O acesso a tal conhecimento, tanto de especialistas quanto de pares, poderia ser facilitado por plataformas digitais que permitem que tais conexões sejam feitas mais facilmente. "Recomendamos que a Comissão Europeia forneça uma plataforma digital para hospedar um grupo de especialistas em estratégia de propriedade intelectual e mercado e forneça uma instalação de aprendizagem entre pares digital e um esquema de mentoria para permitir a transferência de conhecimento de PME mais para menos experientes", explicam os investigadores.

O trabalho elaborado pela Forbes, destaca que este tipo de "apoio intangível" é o que Jonathan Haskel, do Imperial College London, e Stian Westlake, da Royal Statistical Society, acreditam ser fundamental para a economia moderna. No seu recente livro Restarting the Future, os autores argumentam que os fatores intangíveis são agora uma maior força motriz da economia do que os ativos mais tangíveis que dominaram grande parte da era industrial.

"A economia já não é sobre coisas físicas, como peças e maquinaria, é sobre coisas que não podemos tocar e sentir, como investigação e desenvolvimento, marcas e originalidade artística", explica Westlake.

Os autores argumentam ainda que grande parte do desempenho menos positivo da economia nas últimas décadas se deve à incapacidade das instituições que desempenham um papel central no apoio à inovação e ao crescimento económico de acompanhar a natureza mutável de ambos, inovação e crescimento. Embora as PME possam não ser alvos naturais destes apoios, dado o seu papel crucial na economia, é uma realidade que precisa mudar.

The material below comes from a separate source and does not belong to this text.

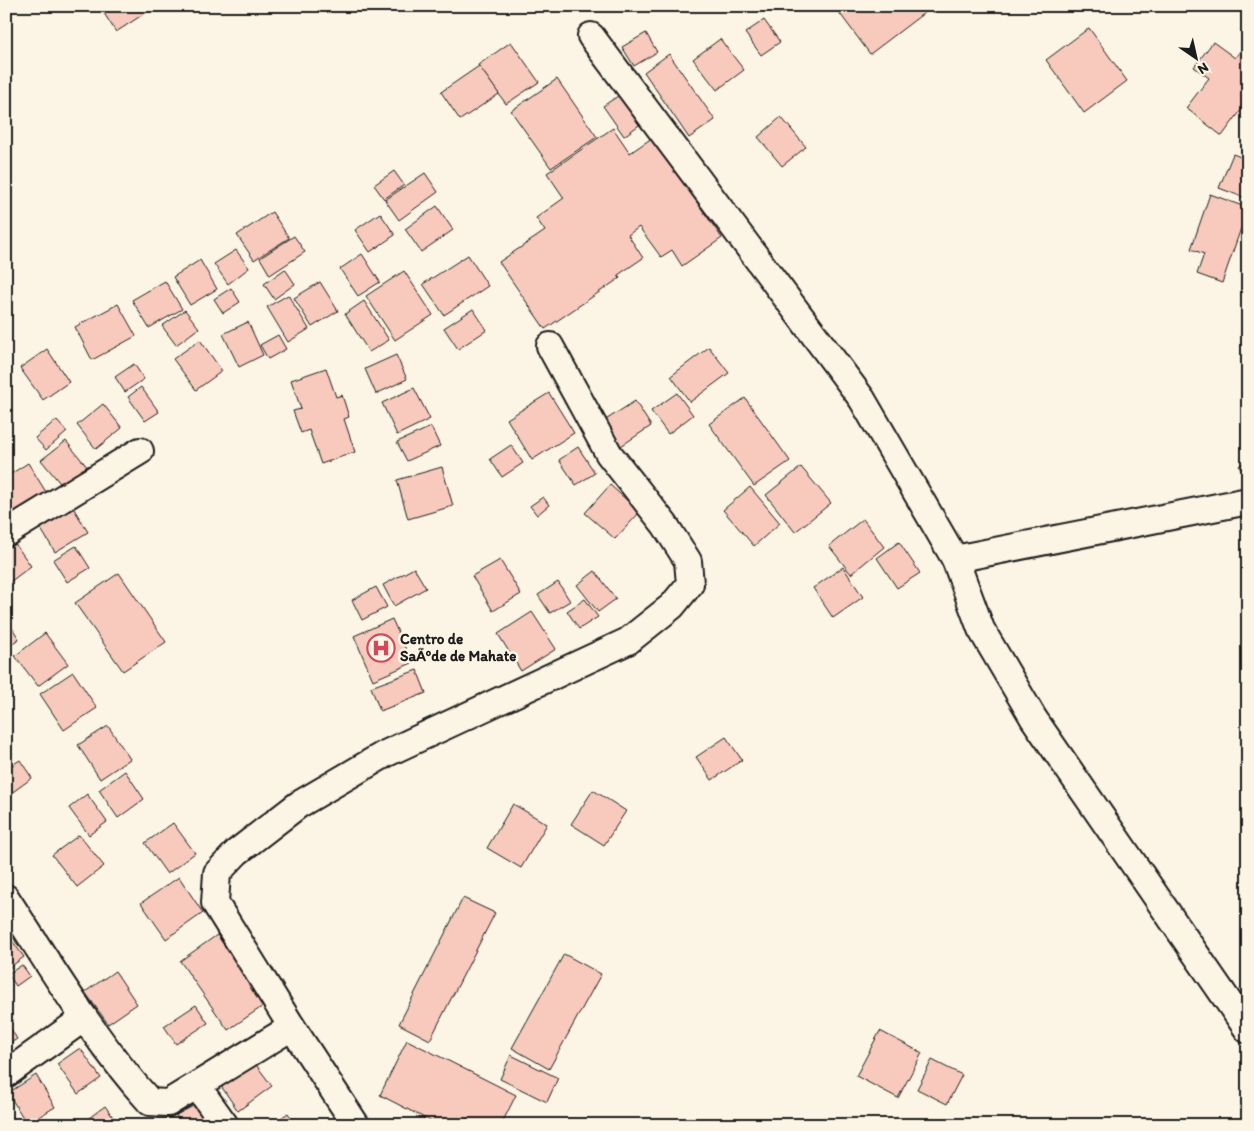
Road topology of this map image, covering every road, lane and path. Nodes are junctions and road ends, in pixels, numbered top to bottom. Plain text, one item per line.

A promoção da inovação nas PME é um processo multifacetado que exige investimento em talento, colaboração estratégica, financiamento adequado e adoção de tecnologia. Embora os desafios sejam consideráveis, as recompensas - crescimento sustentado, competitividade aprimorada e maior resiliência - tornam a busca pela inovação uma jornada valiosa para as PME.